When 34million people went to polling stations to vote in the Brexit referendum on 23 June 2016, I wonder if any of them imagined that three years later, the country would be so divided and politics so paralysed. If anything, the polarisation seems to be getting worse.
Let’s not pretend, though, that Britain was united before the referendum. There have always been divisions which have sharpened in recent decades into those who’ve done well out of globalisation and those whose communities have been shattered by it.
It’s not just prosperity and the feeling of inequality. The creation of regional mayors has done little to reduce the sense that all power is concentrated in Westminster, and all investment in London. Add to that a bankrupt voting system which discounts two thirds of all votes cast and it’s no wonder that so many people felt angry, disenfranchised and determined to give the political establishment a good kicking.

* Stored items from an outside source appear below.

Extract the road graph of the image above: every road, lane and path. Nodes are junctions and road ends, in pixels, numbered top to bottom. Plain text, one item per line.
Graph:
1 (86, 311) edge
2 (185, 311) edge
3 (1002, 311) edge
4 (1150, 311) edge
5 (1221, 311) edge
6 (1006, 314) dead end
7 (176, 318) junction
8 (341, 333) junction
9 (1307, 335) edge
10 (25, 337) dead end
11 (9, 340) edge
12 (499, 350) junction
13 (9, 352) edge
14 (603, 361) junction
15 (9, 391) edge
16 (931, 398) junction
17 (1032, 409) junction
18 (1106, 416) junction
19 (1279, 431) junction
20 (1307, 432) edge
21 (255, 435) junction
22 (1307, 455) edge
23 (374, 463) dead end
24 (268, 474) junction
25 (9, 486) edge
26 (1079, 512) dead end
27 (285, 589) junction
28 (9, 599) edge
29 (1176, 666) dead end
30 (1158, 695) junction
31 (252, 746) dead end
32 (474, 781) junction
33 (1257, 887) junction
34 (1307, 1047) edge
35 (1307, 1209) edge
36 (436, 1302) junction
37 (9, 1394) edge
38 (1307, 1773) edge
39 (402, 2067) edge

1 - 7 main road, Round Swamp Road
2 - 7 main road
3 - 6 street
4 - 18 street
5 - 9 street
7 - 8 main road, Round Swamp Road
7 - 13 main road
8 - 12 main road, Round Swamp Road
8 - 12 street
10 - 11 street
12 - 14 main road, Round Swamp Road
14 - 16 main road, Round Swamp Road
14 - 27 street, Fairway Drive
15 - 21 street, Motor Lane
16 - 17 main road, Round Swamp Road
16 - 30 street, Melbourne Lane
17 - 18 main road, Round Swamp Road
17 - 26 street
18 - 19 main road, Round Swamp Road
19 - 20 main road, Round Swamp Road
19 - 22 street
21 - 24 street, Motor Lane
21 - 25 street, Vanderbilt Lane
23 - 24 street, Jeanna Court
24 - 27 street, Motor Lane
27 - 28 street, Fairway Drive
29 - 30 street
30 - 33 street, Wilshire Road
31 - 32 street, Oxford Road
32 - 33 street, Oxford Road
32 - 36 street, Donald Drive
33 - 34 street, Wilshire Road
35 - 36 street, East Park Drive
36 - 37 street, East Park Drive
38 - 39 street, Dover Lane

The referendum was the perfect opportunity.
What makes me angry is that if people’s genuine grievances had been tackled much earlier, we could have avoided so much pain and division. We needed to address people’s anger and sense of powerlessness, and rebalance our economy so that regions were not left behind. But the mishandling of Brexit has made a bad situation much worse. And the blame for this lies squarely with the Conservative party, which from the beginning has only been interested in its own survival.
It was a Conservative prime minister – David Cameron – who called the referendum to try to close down a long-running civil war over Europe in his own party which he was unable to control.

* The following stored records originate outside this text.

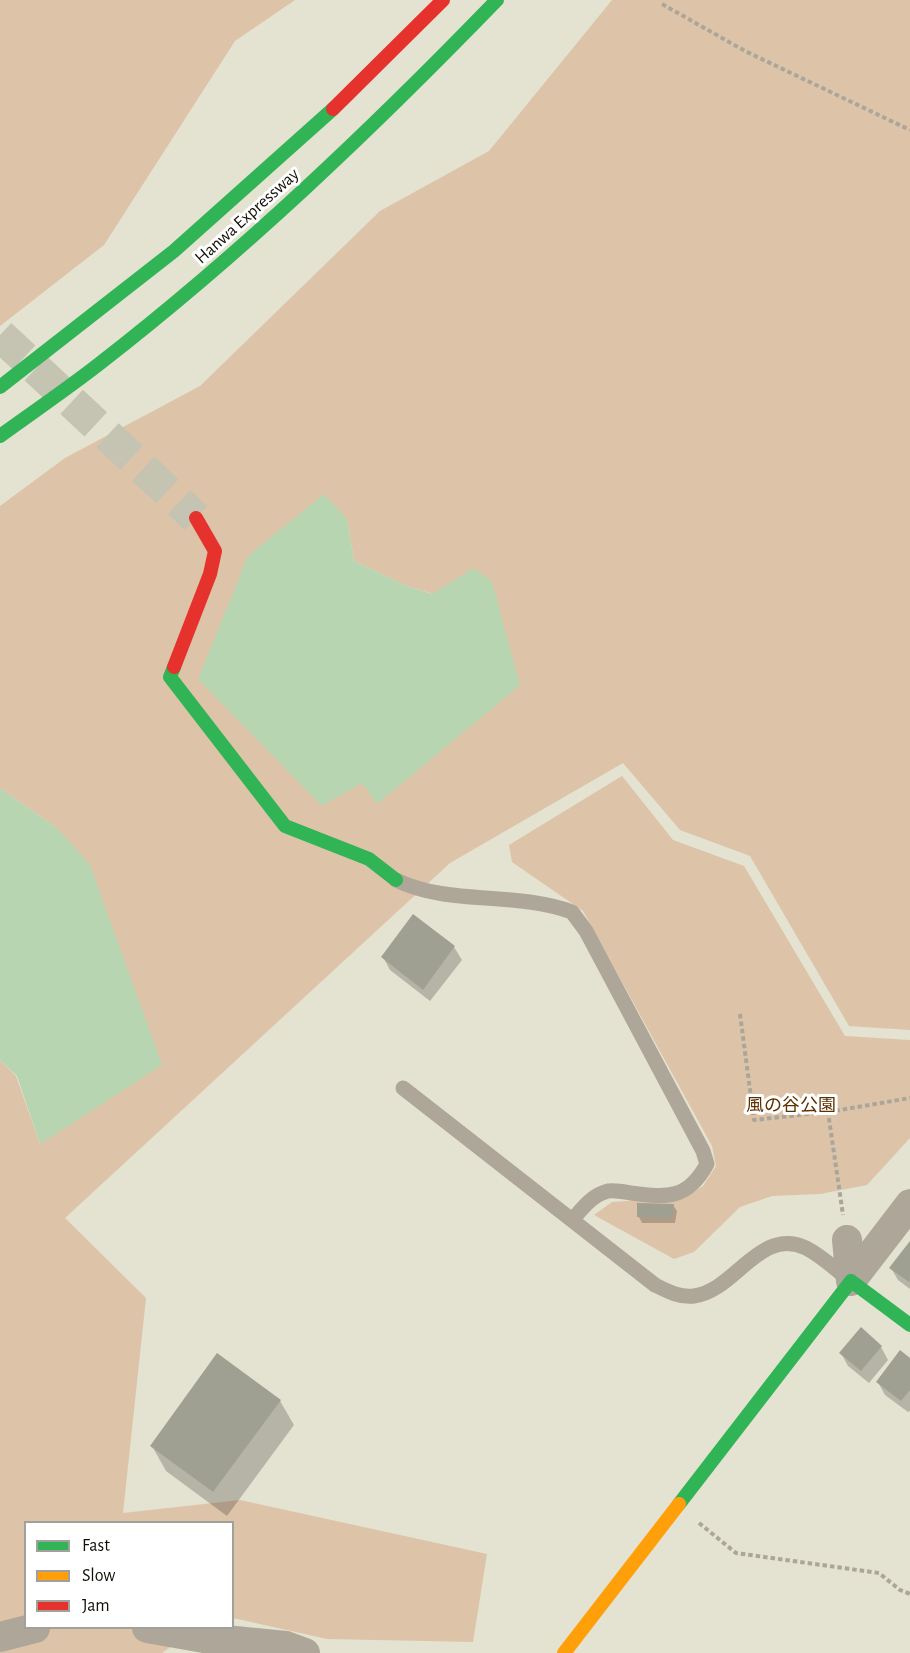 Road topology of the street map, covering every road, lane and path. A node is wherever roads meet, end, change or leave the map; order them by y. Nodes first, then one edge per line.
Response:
1 (443, 0) edge
2 (497, 0) edge
3 (662, 3) dead end
4 (910, 130) edge
5 (0, 387) edge
6 (0, 436) edge
7 (196, 518) tunnel mouth
8 (396, 880) joint
9 (740, 1014) dead end
10 (403, 1088) dead end
11 (910, 1098) edge
12 (828, 1112) junction
13 (840, 1190) dead end
14 (910, 1204) edge
15 (572, 1220) junction
16 (847, 1240) dead end
17 (851, 1281) junction
18 (910, 1325) edge
19 (677, 1505) junction
20 (910, 1594) edge
21 (31, 1629) edge
22 (153, 1629) edge
23 (0, 1637) edge
24 (305, 1653) edge
25 (564, 1653) edge

1 - 5 main road, Hanwa Expressway
2 - 6 main road, Hanwa Expressway
3 - 4 path
7 - 8 main road
8 - 15 lane
9 - 12 path
10 - 15 lane
11 - 12 path
12 - 13 path
14 - 17 street
15 - 17 lane
16 - 17 street
17 - 18 main road
17 - 19 main road
19 - 20 path
19 - 25 main road
21 - 23 street
22 - 24 street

It was a Conservative-driven austerity programme, combined with resentment over Westminster, that fuelled the vote to leave.
It was a group of right-wing Conservative MPs who then manipulated that Leave vote to mean only one thing: a hard Brexit, regardless of the consequences for the country.

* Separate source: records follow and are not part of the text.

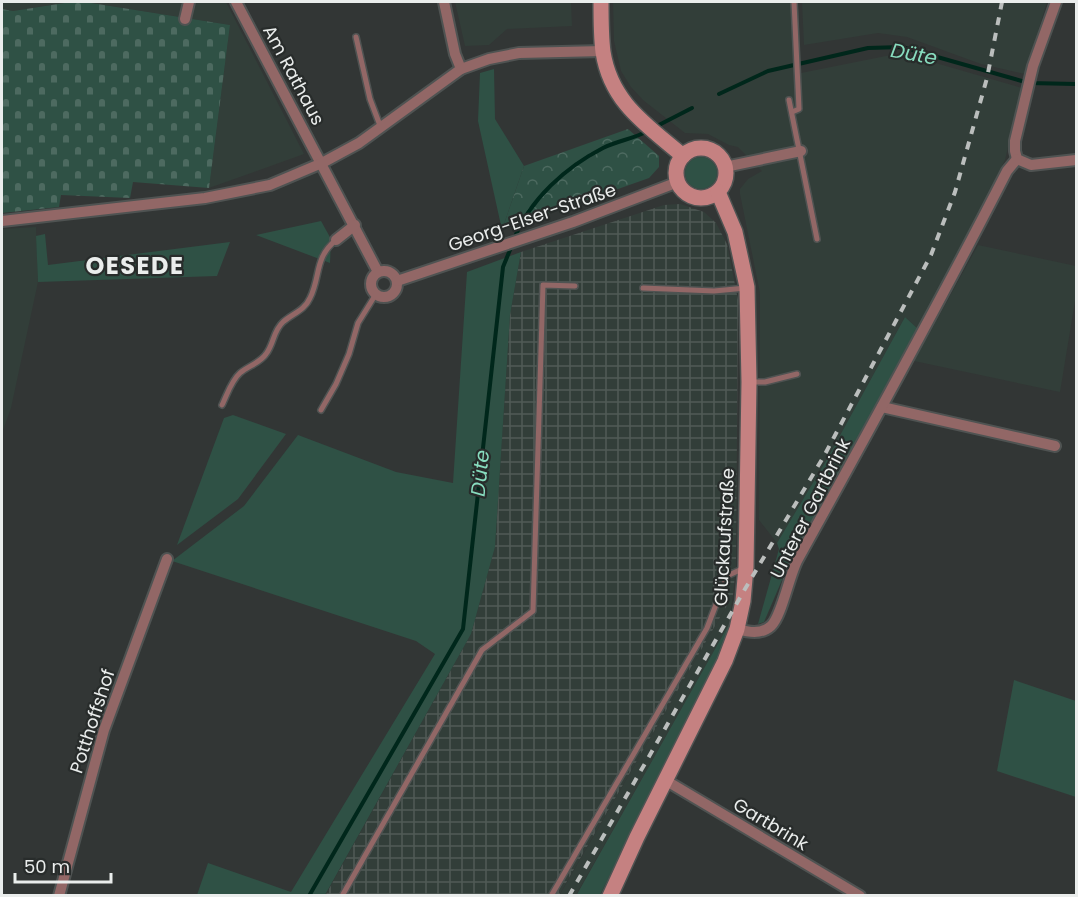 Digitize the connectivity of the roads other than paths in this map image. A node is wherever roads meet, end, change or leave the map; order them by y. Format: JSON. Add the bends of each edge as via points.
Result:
{"nodes":[{"id":1,"x":189,"y":2,"type":"edge"},
{"id":2,"x":236,"y":2,"type":"edge"},
{"id":3,"x":444,"y":2,"type":"edge"},
{"id":4,"x":601,"y":2,"type":"edge"},
{"id":5,"x":794,"y":2,"type":"edge"},
{"id":6,"x":1056,"y":2,"type":"edge"},
{"id":7,"x":185,"y":19,"type":"dead end"},
{"id":8,"x":356,"y":38,"type":"dead end"},
{"id":9,"x":603,"y":51,"type":"junction"},
{"id":10,"x":461,"y":69,"type":"junction"},
{"id":11,"x":789,"y":100,"type":"dead end"},
{"id":12,"x":792,"y":112,"type":"junction"},
{"id":13,"x":381,"y":129,"type":"junction"},
{"id":14,"x":801,"y":151,"type":"junction"},
{"id":15,"x":683,"y":156,"type":"junction"},
{"id":16,"x":1017,"y":159,"type":"junction"},
{"id":17,"x":1077,"y":160,"type":"edge"},
{"id":18,"x":322,"y":163,"type":"junction"},
{"id":19,"x":726,"y":167,"type":"junction"},
{"id":20,"x":678,"y":182,"type":"junction"},
{"id":21,"x":718,"y":192,"type":"junction"},
{"id":22,"x":2,"y":221,"type":"edge"},
{"id":23,"x":355,"y":225,"type":"junction"},
{"id":24,"x":817,"y":239,"type":"dead end"},
{"id":25,"x":336,"y":240,"type":"joint"},
{"id":26,"x":378,"y":272,"type":"junction"},
{"id":27,"x":397,"y":281,"type":"junction"},
{"id":28,"x":575,"y":286,"type":"dead end"},
{"id":29,"x":747,"y":287,"type":"junction"},
{"id":30,"x":643,"y":288,"type":"dead end"},
{"id":31,"x":376,"y":294,"type":"junction"},
{"id":32,"x":797,"y":374,"type":"dead end"},
{"id":33,"x":749,"y":382,"type":"junction"},
{"id":34,"x":222,"y":405,"type":"dead end"},
{"id":35,"x":882,"y":407,"type":"junction"},
{"id":36,"x":321,"y":410,"type":"dead end"},
{"id":37,"x":1055,"y":446,"type":"dead end"},
{"id":38,"x":166,"y":559,"type":"dead end"},
{"id":39,"x":746,"y":567,"type":"junction"},
{"id":40,"x":736,"y":629,"type":"junction"},
{"id":41,"x":666,"y":780,"type":"junction"},
{"id":42,"x":59,"y":896,"type":"edge"},
{"id":43,"x":342,"y":896,"type":"edge"},
{"id":44,"x":551,"y":896,"type":"edge"},
{"id":45,"x":610,"y":896,"type":"edge"},
{"id":46,"x":860,"y":896,"type":"edge"}],
"edges":[{"from":1,"to":7,"type":"street"},
{"from":2,"to":18,"type":"street","name":"Am Rathaus"},
{"from":3,"to":10,"type":"street"},
{"from":4,"to":9,"type":"main road"},
{"from":5,"to":12,"type":"lane","via":[[800,109]]},
{"from":6,"to":16,"type":"street","via":[[1033,66],[1015,141]]},
{"from":8,"to":13,"type":"lane"},
{"from":9,"to":10,"type":"street","via":[[519,53]]},
{"from":9,"to":15,"type":"main road","via":[[608,73],[625,105]]},
{"from":10,"to":13,"type":"street"},
{"from":11,"to":12,"type":"lane"},
{"from":12,"to":14,"type":"lane"},
{"from":13,"to":18,"type":"street"},
{"from":14,"to":19,"type":"street"},
{"from":14,"to":24,"type":"lane"},
{"from":15,"to":19,"type":"main road","via":[[696,148],[711,150]]},
{"from":15,"to":20,"type":"main road","via":[[677,168]]},
{"from":16,"to":17,"type":"street","via":[[1031,165]]},
{"from":16,"to":35,"type":"street","name":"Unterer Gartbrink","via":[[1007,171]]},
{"from":18,"to":22,"type":"street","via":[[270,185],[205,198]]},
{"from":18,"to":23,"type":"street"},
{"from":19,"to":21,"type":"main road","via":[[725,180]]},
{"from":20,"to":21,"type":"main road","via":[[695,198]]},
{"from":20,"to":27,"type":"street","name":"Georg-Elser-Straße"},
{"from":21,"to":29,"type":"main road","name":"Glückaufstraße","via":[[735,232]]},
{"from":23,"to":25,"type":"street"},
{"from":23,"to":26,"type":"street"},
{"from":25,"to":34,"type":"lane","via":[[322,255],[310,298],[277,329],[260,361],[232,383]]},
{"from":26,"to":27,"type":"street","via":[[390,272]]},
{"from":26,"to":31,"type":"street","via":[[371,283]]},
{"from":27,"to":31,"type":"street","via":[[393,294]]},
{"from":28,"to":43,"type":"lane","via":[[543,285],[533,611],[482,650]]},
{"from":29,"to":30,"type":"lane","via":[[714,291]]},
{"from":29,"to":33,"type":"main road","name":"Glückaufstraße"},
{"from":31,"to":36,"type":"lane","via":[[358,323],[349,354]]},
{"from":32,"to":33,"type":"lane"},
{"from":33,"to":39,"type":"main road","name":"Glückaufstraße"},
{"from":35,"to":37,"type":"street"},
{"from":35,"to":40,"type":"street","name":"Unterer Gartbrink","via":[[792,569],[776,620],[760,632]]},
{"from":38,"to":42,"type":"street","name":"Potthoffshof","via":[[104,730]]},
{"from":39,"to":40,"type":"main road","name":"Glückaufstraße"},
{"from":39,"to":44,"type":"lane","via":[[727,576],[707,628]]},
{"from":40,"to":41,"type":"main road","name":"Glückaufstraße","via":[[725,661]]},
{"from":41,"to":45,"type":"main road","name":"Glückaufstraße"},
{"from":41,"to":46,"type":"street","name":"Gartbrink"}]}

And it will now be up to some 160,000 Conservative party members to decide who will be Britain’s next prime minister, and all the signs are that they will vote for a man (Boris Johnson) who even former colleagues say is lazy, incompetent, lacking judgment and a liar – simply because Conservatives believe he has the best chance of saving the party from oblivion.
Some might be tempted to feel a sense of schadenfreude. Except that the rest of us are the collateral damage in this Tory party civil war.
It is not just the impact on our economy: nearly a quarter of a million jobs lost already; companies pulling out of the UK or threatening to do so in the event of a no-deal Brexit; business uncertainty from banking to manufacturing to farming.
What isn’t happening is just as important. Brexit has sucked all the political oxygen out of government, leaving a sense of policy paralysis. None of the issues which voters most care about are getting the attention they deserve and the feelings which drove the Leave vote are stronger than ever.
On the climate crisis, two thirds of people in Britain recognise that we face a climate emergency. Across the UK, schoolchildren have been taking part in monthly climate strikes. Businesses are calling for leadership and clear policy measures from the government. Scientists are constantly telling us of the urgency for action. Only last week, the head of the Environment Agency warned that we all needed to wake up to the climate emergency and its implications.
And from the government? An announcement that we would aim for a target of net zero emissions by 2050, with no plan for how to achieve it. In other words, business as usual even though that business includes export finance schemes which fund fossil fuel projects in developing countries, aviation expansion, fracking, and an economic growth model based on continuous consumption of finite resources.
Legend tells us that Nero fiddled while Rome burned. I have a sense of how those Roman citizens felt.